**Task to complete:**
Write out each line of the records that has "Vilela" in it.
__________
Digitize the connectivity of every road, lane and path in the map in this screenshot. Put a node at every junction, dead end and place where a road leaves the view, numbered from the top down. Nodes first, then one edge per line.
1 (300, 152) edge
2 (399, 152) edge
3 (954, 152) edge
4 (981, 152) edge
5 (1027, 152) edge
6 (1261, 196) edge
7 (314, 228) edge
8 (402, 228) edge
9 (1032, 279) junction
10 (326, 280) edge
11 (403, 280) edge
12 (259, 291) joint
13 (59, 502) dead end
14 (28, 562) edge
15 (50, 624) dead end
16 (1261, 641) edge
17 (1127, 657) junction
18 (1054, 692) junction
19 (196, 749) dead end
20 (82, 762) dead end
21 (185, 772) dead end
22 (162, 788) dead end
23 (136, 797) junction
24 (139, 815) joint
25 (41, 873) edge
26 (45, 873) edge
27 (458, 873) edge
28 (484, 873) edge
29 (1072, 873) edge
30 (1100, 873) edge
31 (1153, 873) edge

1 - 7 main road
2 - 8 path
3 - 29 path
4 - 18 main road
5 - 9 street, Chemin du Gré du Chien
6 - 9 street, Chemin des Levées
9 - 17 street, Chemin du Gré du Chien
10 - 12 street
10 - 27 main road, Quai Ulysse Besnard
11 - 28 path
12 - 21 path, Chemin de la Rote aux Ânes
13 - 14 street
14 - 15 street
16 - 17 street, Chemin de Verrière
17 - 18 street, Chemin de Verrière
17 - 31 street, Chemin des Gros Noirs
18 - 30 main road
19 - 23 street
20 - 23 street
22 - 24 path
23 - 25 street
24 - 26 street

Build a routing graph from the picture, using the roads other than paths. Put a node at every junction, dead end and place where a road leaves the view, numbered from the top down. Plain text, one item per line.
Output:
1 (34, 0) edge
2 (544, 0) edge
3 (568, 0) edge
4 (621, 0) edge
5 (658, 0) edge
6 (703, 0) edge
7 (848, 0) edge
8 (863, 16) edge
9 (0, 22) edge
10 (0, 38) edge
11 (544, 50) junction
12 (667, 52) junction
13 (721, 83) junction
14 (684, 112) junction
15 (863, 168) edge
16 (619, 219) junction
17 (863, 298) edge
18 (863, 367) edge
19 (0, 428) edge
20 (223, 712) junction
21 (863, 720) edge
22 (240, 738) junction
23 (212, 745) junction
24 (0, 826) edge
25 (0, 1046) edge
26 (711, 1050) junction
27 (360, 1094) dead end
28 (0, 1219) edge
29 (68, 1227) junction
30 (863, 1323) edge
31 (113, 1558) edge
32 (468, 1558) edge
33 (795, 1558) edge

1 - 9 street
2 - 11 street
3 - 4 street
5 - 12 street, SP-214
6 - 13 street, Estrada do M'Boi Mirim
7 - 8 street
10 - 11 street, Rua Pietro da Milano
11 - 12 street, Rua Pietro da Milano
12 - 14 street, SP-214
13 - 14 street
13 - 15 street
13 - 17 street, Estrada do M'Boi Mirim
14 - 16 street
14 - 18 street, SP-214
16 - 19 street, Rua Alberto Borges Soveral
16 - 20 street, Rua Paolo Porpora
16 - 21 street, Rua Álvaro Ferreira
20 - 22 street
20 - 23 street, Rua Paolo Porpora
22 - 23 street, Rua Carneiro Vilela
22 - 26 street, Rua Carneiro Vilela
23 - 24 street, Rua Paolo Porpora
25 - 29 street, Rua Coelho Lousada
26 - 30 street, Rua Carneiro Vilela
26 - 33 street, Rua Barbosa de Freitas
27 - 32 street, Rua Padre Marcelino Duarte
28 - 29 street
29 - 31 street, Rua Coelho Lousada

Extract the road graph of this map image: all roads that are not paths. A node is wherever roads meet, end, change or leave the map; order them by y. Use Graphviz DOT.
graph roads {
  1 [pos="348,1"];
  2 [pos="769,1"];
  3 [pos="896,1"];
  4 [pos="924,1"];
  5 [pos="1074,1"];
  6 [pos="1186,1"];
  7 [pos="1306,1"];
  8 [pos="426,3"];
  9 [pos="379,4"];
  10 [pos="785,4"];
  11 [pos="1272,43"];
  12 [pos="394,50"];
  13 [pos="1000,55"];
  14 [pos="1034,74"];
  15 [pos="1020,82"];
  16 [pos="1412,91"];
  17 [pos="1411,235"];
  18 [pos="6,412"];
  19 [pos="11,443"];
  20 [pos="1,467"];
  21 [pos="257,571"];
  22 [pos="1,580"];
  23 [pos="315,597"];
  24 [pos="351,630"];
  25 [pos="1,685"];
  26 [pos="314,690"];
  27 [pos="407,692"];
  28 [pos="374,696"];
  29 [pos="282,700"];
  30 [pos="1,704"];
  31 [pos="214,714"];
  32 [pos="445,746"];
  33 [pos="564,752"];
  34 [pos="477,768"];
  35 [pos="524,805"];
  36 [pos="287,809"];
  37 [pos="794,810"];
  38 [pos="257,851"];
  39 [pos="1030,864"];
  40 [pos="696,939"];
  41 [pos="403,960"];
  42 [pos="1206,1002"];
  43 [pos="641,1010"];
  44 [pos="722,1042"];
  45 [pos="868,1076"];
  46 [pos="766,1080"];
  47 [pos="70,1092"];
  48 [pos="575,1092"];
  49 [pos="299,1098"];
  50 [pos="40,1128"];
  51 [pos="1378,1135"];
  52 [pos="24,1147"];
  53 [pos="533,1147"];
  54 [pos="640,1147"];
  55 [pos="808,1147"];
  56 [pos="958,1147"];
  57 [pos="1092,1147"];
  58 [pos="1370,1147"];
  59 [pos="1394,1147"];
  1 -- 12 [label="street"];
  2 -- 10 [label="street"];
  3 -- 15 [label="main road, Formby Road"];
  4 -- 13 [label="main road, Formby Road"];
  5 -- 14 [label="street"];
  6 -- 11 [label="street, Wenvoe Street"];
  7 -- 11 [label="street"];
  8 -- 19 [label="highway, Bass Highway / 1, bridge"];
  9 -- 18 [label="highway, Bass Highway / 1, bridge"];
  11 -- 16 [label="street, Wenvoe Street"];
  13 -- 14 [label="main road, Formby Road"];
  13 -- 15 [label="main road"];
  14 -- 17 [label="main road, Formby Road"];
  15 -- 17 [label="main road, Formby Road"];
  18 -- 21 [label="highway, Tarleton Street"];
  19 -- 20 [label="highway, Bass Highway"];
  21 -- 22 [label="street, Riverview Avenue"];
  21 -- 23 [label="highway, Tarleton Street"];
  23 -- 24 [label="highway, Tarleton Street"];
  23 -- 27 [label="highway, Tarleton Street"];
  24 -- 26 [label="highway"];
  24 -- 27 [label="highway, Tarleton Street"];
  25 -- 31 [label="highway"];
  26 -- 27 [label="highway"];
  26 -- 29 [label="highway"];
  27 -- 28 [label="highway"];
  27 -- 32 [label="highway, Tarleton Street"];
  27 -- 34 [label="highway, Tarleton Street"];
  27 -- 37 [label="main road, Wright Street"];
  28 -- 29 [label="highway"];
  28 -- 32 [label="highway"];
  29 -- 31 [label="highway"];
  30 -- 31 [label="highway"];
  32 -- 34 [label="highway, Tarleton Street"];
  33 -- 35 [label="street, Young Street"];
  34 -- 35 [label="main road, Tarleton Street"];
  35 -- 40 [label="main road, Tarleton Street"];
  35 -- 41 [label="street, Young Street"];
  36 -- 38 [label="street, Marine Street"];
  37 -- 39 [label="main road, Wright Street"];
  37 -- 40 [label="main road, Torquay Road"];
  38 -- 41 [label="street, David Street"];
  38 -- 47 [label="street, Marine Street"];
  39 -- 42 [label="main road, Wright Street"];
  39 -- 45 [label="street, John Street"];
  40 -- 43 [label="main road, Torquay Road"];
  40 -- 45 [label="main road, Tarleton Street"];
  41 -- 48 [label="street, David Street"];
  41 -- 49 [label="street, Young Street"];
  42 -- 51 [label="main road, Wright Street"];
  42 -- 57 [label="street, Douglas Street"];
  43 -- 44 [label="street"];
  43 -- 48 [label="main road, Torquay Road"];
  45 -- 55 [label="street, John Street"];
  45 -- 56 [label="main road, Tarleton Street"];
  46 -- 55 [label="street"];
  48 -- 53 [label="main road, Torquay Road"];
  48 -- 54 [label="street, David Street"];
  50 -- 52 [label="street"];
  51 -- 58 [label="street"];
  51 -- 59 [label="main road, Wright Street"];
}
__________
**Result of the task:**
22 - 23 street, Rua Carneiro Vilela
22 - 26 street, Rua Carneiro Vilela
26 - 30 street, Rua Carneiro Vilela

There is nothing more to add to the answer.